[Saved entries]
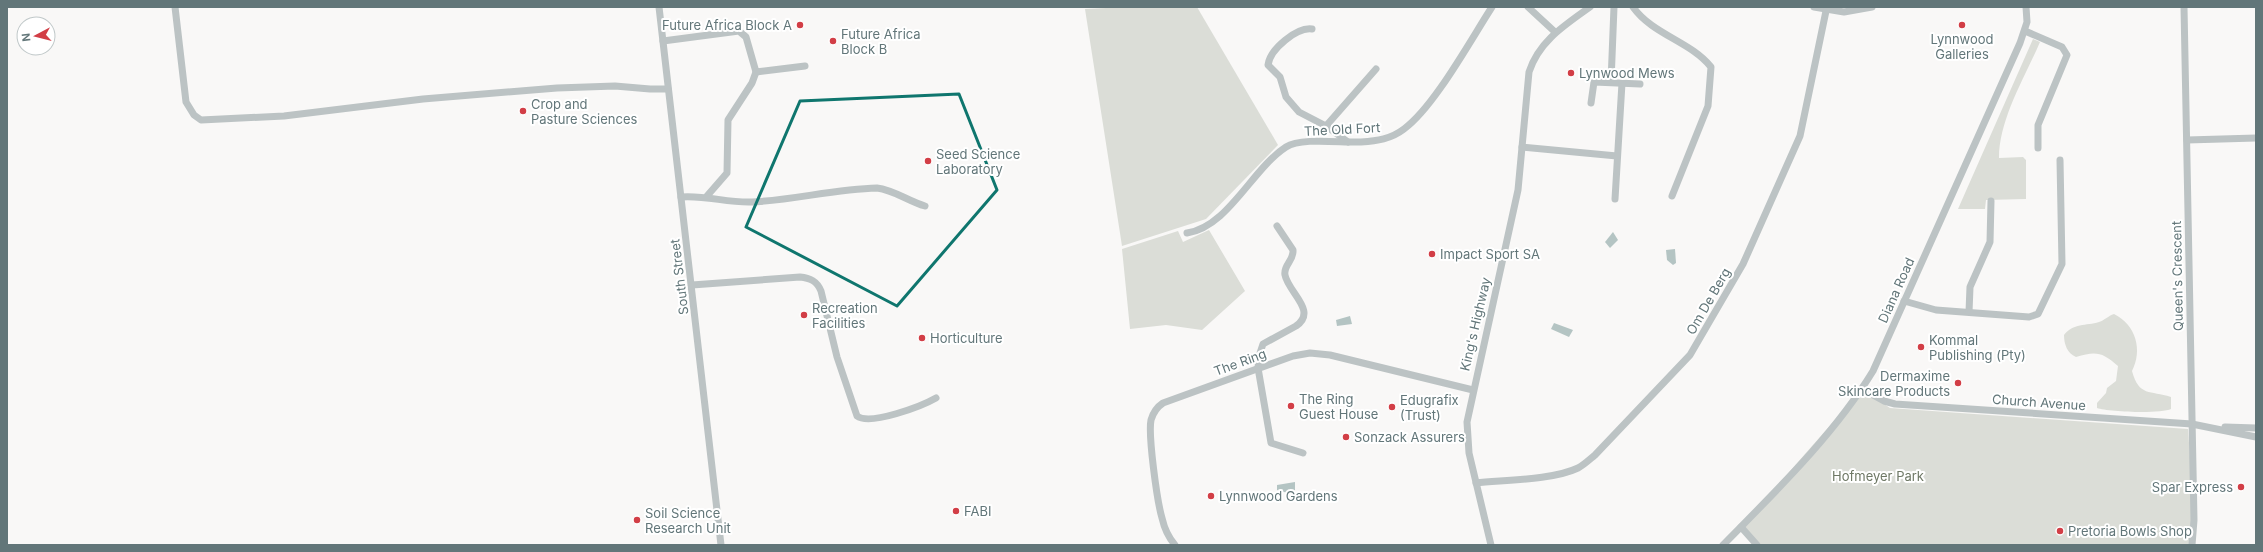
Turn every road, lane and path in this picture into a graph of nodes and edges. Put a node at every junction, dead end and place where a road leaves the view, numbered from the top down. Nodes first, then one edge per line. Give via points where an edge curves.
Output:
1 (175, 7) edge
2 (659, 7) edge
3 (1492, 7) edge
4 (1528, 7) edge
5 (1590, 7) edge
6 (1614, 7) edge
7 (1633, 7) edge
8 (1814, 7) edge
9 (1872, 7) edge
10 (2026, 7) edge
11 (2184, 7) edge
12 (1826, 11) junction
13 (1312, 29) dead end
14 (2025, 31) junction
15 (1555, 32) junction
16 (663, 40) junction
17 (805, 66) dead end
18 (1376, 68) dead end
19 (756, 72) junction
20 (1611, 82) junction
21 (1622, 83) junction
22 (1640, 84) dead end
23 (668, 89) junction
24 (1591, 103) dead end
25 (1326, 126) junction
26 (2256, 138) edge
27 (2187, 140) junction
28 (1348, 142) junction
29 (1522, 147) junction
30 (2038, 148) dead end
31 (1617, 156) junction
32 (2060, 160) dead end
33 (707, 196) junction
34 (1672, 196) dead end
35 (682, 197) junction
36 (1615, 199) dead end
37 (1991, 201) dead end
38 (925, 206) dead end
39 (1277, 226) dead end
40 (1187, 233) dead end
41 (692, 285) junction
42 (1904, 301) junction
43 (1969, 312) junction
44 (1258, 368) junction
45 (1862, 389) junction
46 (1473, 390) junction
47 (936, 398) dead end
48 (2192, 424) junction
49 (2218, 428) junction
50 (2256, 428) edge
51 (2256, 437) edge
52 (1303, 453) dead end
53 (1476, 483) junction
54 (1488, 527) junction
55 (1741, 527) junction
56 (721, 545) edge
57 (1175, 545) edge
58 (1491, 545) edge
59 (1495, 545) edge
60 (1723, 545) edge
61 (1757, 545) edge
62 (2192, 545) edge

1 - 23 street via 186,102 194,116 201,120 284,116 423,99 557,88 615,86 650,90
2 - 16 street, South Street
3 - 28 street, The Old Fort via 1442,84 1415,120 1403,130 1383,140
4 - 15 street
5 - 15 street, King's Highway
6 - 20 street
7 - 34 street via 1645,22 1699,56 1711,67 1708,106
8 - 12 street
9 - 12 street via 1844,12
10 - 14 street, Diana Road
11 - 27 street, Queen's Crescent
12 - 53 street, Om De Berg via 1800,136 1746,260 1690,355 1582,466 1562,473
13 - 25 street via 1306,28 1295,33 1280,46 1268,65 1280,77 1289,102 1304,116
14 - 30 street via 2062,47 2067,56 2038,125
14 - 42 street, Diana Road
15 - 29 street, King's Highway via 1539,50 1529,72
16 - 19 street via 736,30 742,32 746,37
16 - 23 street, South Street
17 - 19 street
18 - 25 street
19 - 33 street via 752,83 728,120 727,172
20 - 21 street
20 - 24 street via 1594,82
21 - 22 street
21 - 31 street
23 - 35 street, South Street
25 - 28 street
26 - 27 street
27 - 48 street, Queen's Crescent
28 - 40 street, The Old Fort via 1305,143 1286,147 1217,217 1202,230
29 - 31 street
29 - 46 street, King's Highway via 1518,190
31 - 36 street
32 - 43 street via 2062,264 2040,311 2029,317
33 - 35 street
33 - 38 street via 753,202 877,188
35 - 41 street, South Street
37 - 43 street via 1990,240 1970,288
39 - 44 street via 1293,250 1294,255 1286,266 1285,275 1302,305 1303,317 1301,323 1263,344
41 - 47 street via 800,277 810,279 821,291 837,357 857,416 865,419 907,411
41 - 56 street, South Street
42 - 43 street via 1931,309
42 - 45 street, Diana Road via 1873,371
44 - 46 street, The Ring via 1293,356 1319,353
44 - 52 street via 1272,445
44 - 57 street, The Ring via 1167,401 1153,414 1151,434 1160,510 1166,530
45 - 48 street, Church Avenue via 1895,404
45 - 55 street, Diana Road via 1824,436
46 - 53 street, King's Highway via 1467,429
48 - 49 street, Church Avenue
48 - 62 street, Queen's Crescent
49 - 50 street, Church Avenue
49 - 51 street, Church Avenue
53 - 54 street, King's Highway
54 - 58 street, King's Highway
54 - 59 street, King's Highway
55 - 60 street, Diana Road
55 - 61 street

**Work task:** Give the count of lines in the data above holding the word "Queen", and nothing beyond it.

**Solution below:** 3